WORK ORDER: Each entry should be given again exactly, with any image left out.

DATASET:
****************************************

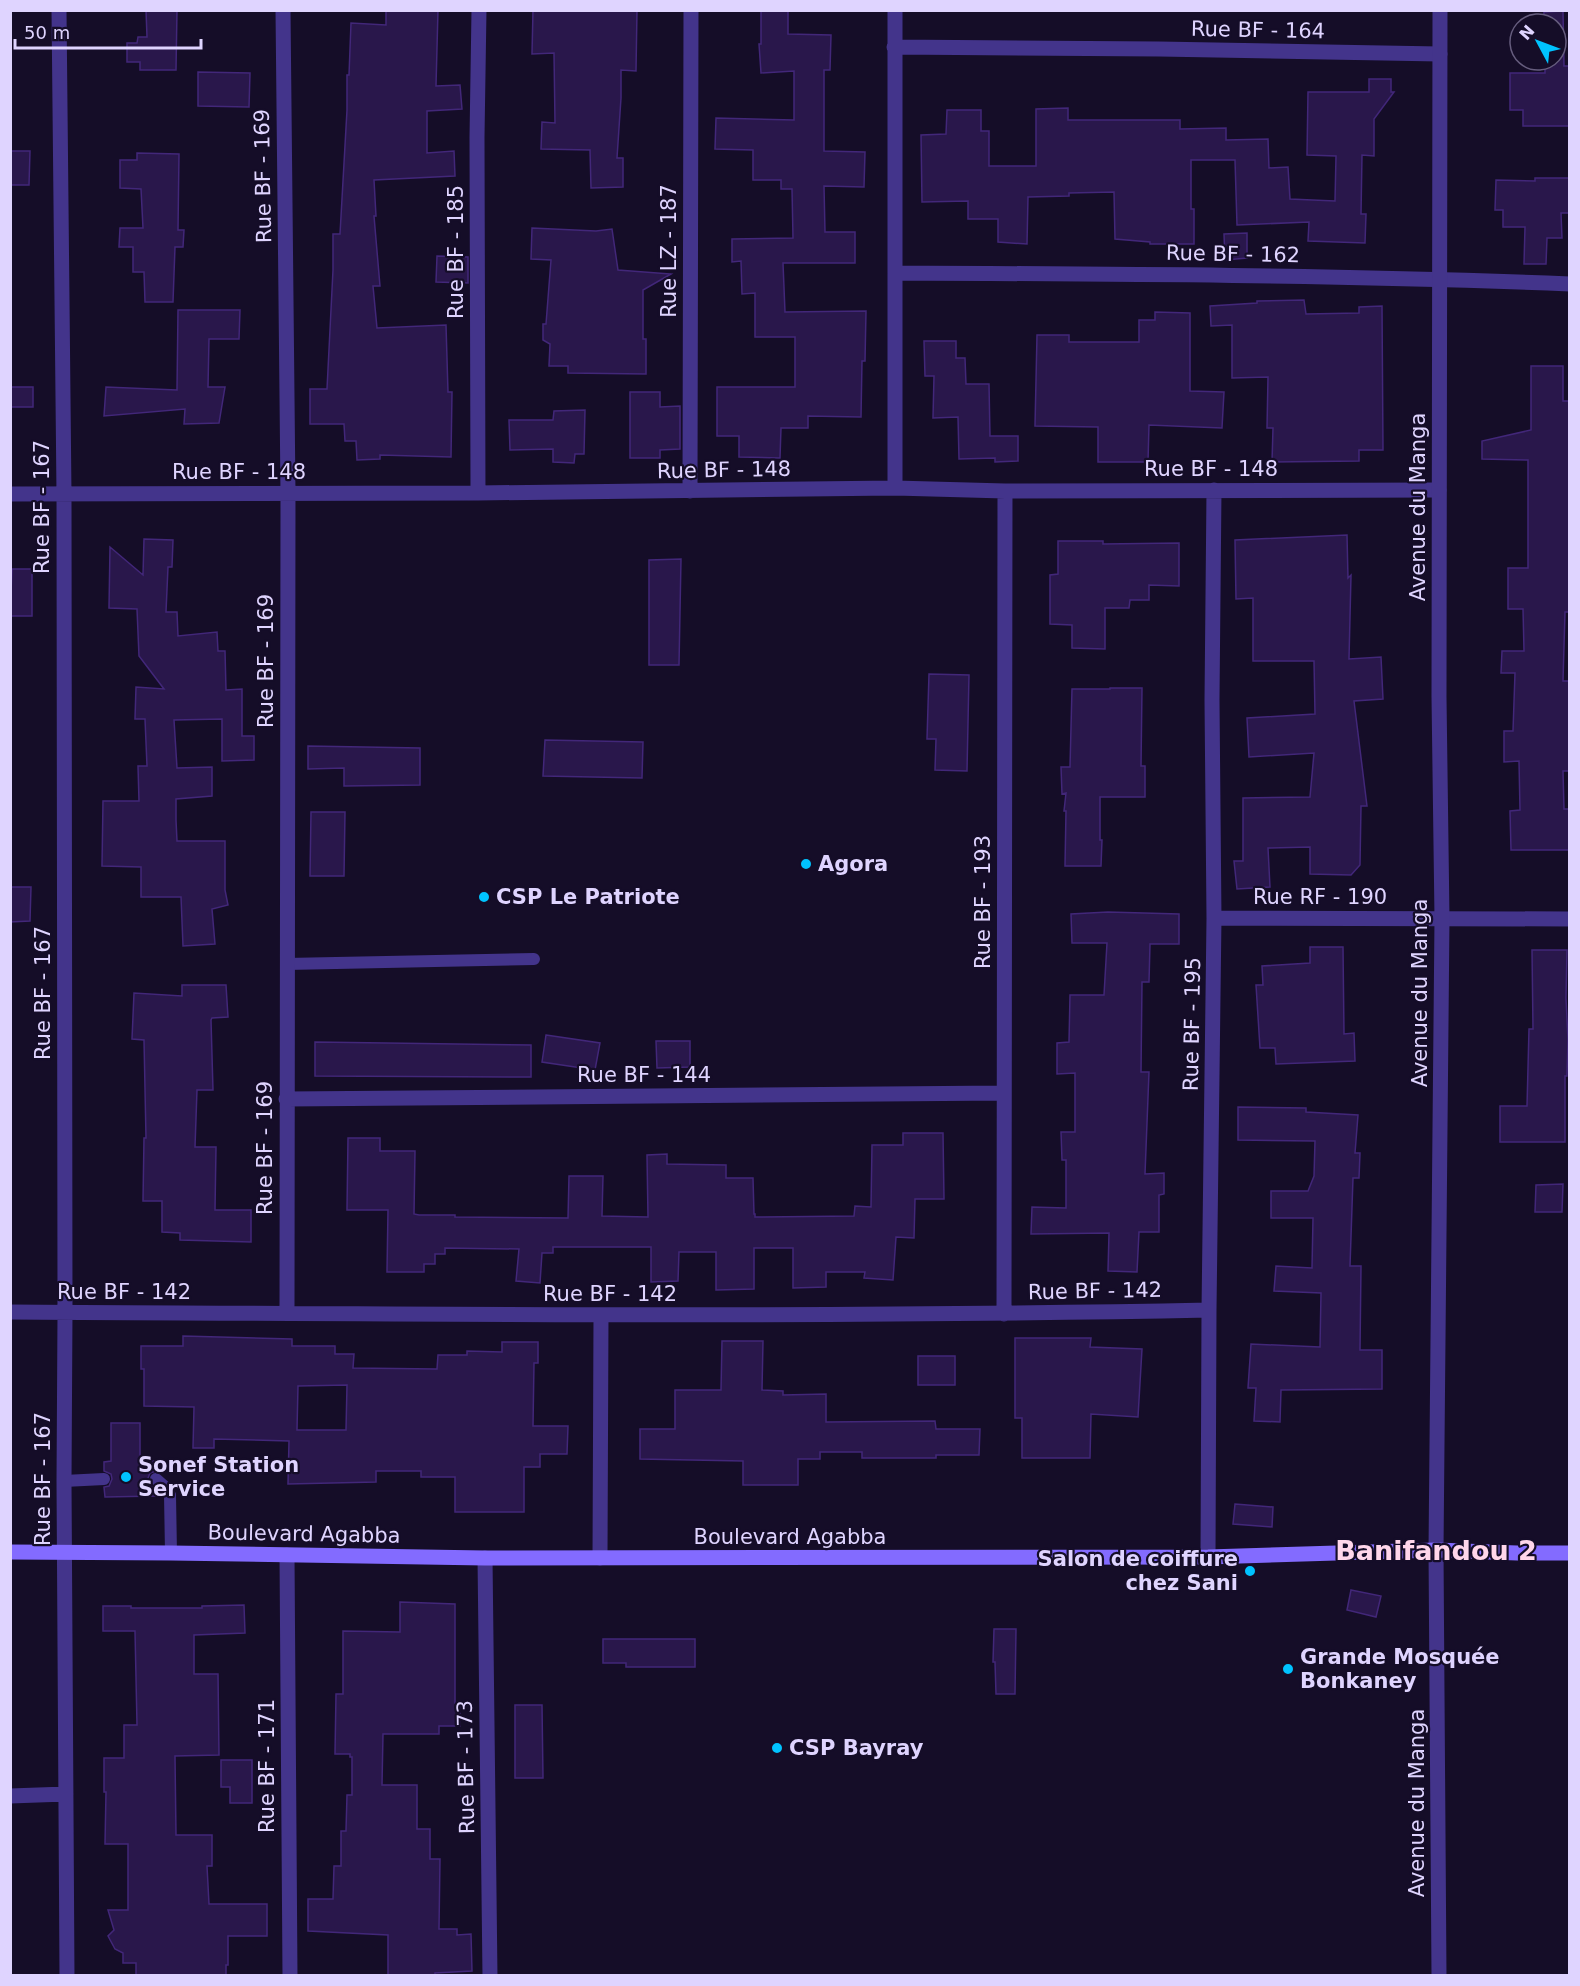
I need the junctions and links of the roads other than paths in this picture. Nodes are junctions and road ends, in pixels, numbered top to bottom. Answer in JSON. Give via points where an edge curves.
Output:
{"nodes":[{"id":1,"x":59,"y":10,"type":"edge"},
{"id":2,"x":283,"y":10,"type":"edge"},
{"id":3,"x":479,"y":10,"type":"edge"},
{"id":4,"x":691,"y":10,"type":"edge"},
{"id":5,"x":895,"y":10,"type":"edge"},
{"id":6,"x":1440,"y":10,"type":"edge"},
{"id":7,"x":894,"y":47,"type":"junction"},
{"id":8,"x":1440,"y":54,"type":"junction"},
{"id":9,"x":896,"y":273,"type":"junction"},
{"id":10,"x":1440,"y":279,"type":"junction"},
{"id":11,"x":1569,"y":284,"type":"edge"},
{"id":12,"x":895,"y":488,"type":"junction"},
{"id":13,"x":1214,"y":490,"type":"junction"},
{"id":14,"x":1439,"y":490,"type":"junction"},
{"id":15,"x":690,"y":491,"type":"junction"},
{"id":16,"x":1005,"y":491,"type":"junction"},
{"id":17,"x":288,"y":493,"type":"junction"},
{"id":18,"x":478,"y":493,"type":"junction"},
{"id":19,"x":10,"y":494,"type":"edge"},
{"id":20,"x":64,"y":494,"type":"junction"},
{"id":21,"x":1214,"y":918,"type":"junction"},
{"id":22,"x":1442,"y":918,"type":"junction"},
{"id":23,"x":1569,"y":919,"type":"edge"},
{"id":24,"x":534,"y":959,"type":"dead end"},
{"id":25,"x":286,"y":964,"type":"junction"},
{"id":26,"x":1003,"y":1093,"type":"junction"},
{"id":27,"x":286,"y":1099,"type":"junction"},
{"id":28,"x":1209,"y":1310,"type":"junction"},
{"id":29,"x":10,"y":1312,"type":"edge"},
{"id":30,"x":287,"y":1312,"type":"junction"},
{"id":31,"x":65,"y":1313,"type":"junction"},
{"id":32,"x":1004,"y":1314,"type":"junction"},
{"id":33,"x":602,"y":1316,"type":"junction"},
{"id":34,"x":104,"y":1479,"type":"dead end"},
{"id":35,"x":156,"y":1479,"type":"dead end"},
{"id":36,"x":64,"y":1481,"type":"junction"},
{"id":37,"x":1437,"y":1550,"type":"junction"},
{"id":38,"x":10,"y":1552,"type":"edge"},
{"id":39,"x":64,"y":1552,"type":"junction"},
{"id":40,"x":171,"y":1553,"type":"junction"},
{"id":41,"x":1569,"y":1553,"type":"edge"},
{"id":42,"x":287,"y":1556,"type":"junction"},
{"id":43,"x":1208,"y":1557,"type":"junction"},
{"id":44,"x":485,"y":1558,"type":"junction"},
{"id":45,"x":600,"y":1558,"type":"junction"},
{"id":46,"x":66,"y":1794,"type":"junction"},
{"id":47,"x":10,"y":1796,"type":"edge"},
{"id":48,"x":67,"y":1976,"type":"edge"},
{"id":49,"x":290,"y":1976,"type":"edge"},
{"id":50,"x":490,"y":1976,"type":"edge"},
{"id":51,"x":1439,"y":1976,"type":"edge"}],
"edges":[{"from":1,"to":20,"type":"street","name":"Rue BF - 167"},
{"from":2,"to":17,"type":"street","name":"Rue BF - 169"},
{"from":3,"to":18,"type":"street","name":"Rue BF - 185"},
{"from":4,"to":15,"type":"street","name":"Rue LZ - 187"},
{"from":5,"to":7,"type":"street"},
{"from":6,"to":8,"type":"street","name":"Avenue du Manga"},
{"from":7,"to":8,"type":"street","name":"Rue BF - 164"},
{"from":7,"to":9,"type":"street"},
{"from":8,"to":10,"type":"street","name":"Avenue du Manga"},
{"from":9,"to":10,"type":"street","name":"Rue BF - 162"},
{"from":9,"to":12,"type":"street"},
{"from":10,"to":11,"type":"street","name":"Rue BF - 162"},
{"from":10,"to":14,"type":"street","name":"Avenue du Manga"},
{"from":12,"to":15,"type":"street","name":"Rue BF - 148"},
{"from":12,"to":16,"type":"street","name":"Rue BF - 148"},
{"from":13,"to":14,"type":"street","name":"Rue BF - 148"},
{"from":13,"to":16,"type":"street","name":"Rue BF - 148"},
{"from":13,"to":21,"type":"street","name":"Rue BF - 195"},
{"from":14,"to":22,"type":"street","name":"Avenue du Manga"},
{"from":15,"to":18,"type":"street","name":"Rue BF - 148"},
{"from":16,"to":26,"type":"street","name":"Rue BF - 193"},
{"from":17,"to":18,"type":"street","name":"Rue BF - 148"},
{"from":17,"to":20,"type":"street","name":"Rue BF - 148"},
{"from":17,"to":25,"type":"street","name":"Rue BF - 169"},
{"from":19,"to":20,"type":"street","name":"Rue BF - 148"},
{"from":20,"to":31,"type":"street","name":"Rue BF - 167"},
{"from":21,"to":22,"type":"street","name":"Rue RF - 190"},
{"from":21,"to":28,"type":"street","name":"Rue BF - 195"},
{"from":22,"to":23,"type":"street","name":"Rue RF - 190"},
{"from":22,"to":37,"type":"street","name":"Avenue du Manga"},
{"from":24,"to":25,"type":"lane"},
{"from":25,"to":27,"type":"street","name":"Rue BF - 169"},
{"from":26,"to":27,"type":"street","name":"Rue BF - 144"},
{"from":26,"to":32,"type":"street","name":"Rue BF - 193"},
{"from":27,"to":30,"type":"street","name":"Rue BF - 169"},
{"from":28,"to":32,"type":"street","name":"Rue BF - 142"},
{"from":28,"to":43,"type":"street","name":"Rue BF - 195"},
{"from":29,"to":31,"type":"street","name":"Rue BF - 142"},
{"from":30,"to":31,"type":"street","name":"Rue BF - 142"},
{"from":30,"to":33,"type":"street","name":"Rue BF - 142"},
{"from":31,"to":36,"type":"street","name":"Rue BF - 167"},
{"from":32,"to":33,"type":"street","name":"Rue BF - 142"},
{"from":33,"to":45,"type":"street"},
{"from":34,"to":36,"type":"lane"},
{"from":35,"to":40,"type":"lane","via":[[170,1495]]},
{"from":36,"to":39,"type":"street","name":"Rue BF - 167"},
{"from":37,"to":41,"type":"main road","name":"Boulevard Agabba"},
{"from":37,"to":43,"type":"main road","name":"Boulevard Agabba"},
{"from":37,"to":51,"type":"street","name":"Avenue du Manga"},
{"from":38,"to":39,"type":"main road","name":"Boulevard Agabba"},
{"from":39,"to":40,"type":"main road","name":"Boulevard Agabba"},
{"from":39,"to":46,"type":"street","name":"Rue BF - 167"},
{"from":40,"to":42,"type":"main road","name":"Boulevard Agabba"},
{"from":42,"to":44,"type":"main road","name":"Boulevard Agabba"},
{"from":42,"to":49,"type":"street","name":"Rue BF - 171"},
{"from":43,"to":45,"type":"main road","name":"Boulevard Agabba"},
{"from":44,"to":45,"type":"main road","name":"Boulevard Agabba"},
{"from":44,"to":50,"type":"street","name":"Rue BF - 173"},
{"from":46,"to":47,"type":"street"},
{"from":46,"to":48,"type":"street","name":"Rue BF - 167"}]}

****************************************

THE COMPLETED TASK:
I need the junctions and links of the roads other than paths in this picture. Nodes are junctions and road ends, in pixels, numbered top to bottom. Answer in JSON. Give via points where an edge curves.
Output:
{"nodes":[{"id":1,"x":59,"y":10,"type":"edge"},
{"id":2,"x":283,"y":10,"type":"edge"},
{"id":3,"x":479,"y":10,"type":"edge"},
{"id":4,"x":691,"y":10,"type":"edge"},
{"id":5,"x":895,"y":10,"type":"edge"},
{"id":6,"x":1440,"y":10,"type":"edge"},
{"id":7,"x":894,"y":47,"type":"junction"},
{"id":8,"x":1440,"y":54,"type":"junction"},
{"id":9,"x":896,"y":273,"type":"junction"},
{"id":10,"x":1440,"y":279,"type":"junction"},
{"id":11,"x":1569,"y":284,"type":"edge"},
{"id":12,"x":895,"y":488,"type":"junction"},
{"id":13,"x":1214,"y":490,"type":"junction"},
{"id":14,"x":1439,"y":490,"type":"junction"},
{"id":15,"x":690,"y":491,"type":"junction"},
{"id":16,"x":1005,"y":491,"type":"junction"},
{"id":17,"x":288,"y":493,"type":"junction"},
{"id":18,"x":478,"y":493,"type":"junction"},
{"id":19,"x":10,"y":494,"type":"edge"},
{"id":20,"x":64,"y":494,"type":"junction"},
{"id":21,"x":1214,"y":918,"type":"junction"},
{"id":22,"x":1442,"y":918,"type":"junction"},
{"id":23,"x":1569,"y":919,"type":"edge"},
{"id":24,"x":534,"y":959,"type":"dead end"},
{"id":25,"x":286,"y":964,"type":"junction"},
{"id":26,"x":1003,"y":1093,"type":"junction"},
{"id":27,"x":286,"y":1099,"type":"junction"},
{"id":28,"x":1209,"y":1310,"type":"junction"},
{"id":29,"x":10,"y":1312,"type":"edge"},
{"id":30,"x":287,"y":1312,"type":"junction"},
{"id":31,"x":65,"y":1313,"type":"junction"},
{"id":32,"x":1004,"y":1314,"type":"junction"},
{"id":33,"x":602,"y":1316,"type":"junction"},
{"id":34,"x":104,"y":1479,"type":"dead end"},
{"id":35,"x":156,"y":1479,"type":"dead end"},
{"id":36,"x":64,"y":1481,"type":"junction"},
{"id":37,"x":1437,"y":1550,"type":"junction"},
{"id":38,"x":10,"y":1552,"type":"edge"},
{"id":39,"x":64,"y":1552,"type":"junction"},
{"id":40,"x":171,"y":1553,"type":"junction"},
{"id":41,"x":1569,"y":1553,"type":"edge"},
{"id":42,"x":287,"y":1556,"type":"junction"},
{"id":43,"x":1208,"y":1557,"type":"junction"},
{"id":44,"x":485,"y":1558,"type":"junction"},
{"id":45,"x":600,"y":1558,"type":"junction"},
{"id":46,"x":66,"y":1794,"type":"junction"},
{"id":47,"x":10,"y":1796,"type":"edge"},
{"id":48,"x":67,"y":1976,"type":"edge"},
{"id":49,"x":290,"y":1976,"type":"edge"},
{"id":50,"x":490,"y":1976,"type":"edge"},
{"id":51,"x":1439,"y":1976,"type":"edge"}],
"edges":[{"from":1,"to":20,"type":"street","name":"Rue BF - 167"},
{"from":2,"to":17,"type":"street","name":"Rue BF - 169"},
{"from":3,"to":18,"type":"street","name":"Rue BF - 185"},
{"from":4,"to":15,"type":"street","name":"Rue LZ - 187"},
{"from":5,"to":7,"type":"street"},
{"from":6,"to":8,"type":"street","name":"Avenue du Manga"},
{"from":7,"to":8,"type":"street","name":"Rue BF - 164"},
{"from":7,"to":9,"type":"street"},
{"from":8,"to":10,"type":"street","name":"Avenue du Manga"},
{"from":9,"to":10,"type":"street","name":"Rue BF - 162"},
{"from":9,"to":12,"type":"street"},
{"from":10,"to":11,"type":"street","name":"Rue BF - 162"},
{"from":10,"to":14,"type":"street","name":"Avenue du Manga"},
{"from":12,"to":15,"type":"street","name":"Rue BF - 148"},
{"from":12,"to":16,"type":"street","name":"Rue BF - 148"},
{"from":13,"to":14,"type":"street","name":"Rue BF - 148"},
{"from":13,"to":16,"type":"street","name":"Rue BF - 148"},
{"from":13,"to":21,"type":"street","name":"Rue BF - 195"},
{"from":14,"to":22,"type":"street","name":"Avenue du Manga"},
{"from":15,"to":18,"type":"street","name":"Rue BF - 148"},
{"from":16,"to":26,"type":"street","name":"Rue BF - 193"},
{"from":17,"to":18,"type":"street","name":"Rue BF - 148"},
{"from":17,"to":20,"type":"street","name":"Rue BF - 148"},
{"from":17,"to":25,"type":"street","name":"Rue BF - 169"},
{"from":19,"to":20,"type":"street","name":"Rue BF - 148"},
{"from":20,"to":31,"type":"street","name":"Rue BF - 167"},
{"from":21,"to":22,"type":"street","name":"Rue RF - 190"},
{"from":21,"to":28,"type":"street","name":"Rue BF - 195"},
{"from":22,"to":23,"type":"street","name":"Rue RF - 190"},
{"from":22,"to":37,"type":"street","name":"Avenue du Manga"},
{"from":24,"to":25,"type":"lane"},
{"from":25,"to":27,"type":"street","name":"Rue BF - 169"},
{"from":26,"to":27,"type":"street","name":"Rue BF - 144"},
{"from":26,"to":32,"type":"street","name":"Rue BF - 193"},
{"from":27,"to":30,"type":"street","name":"Rue BF - 169"},
{"from":28,"to":32,"type":"street","name":"Rue BF - 142"},
{"from":28,"to":43,"type":"street","name":"Rue BF - 195"},
{"from":29,"to":31,"type":"street","name":"Rue BF - 142"},
{"from":30,"to":31,"type":"street","name":"Rue BF - 142"},
{"from":30,"to":33,"type":"street","name":"Rue BF - 142"},
{"from":31,"to":36,"type":"street","name":"Rue BF - 167"},
{"from":32,"to":33,"type":"street","name":"Rue BF - 142"},
{"from":33,"to":45,"type":"street"},
{"from":34,"to":36,"type":"lane"},
{"from":35,"to":40,"type":"lane","via":[[170,1495]]},
{"from":36,"to":39,"type":"street","name":"Rue BF - 167"},
{"from":37,"to":41,"type":"main road","name":"Boulevard Agabba"},
{"from":37,"to":43,"type":"main road","name":"Boulevard Agabba"},
{"from":37,"to":51,"type":"street","name":"Avenue du Manga"},
{"from":38,"to":39,"type":"main road","name":"Boulevard Agabba"},
{"from":39,"to":40,"type":"main road","name":"Boulevard Agabba"},
{"from":39,"to":46,"type":"street","name":"Rue BF - 167"},
{"from":40,"to":42,"type":"main road","name":"Boulevard Agabba"},
{"from":42,"to":44,"type":"main road","name":"Boulevard Agabba"},
{"from":42,"to":49,"type":"street","name":"Rue BF - 171"},
{"from":43,"to":45,"type":"main road","name":"Boulevard Agabba"},
{"from":44,"to":45,"type":"main road","name":"Boulevard Agabba"},
{"from":44,"to":50,"type":"street","name":"Rue BF - 173"},
{"from":46,"to":47,"type":"street"},
{"from":46,"to":48,"type":"street","name":"Rue BF - 167"}]}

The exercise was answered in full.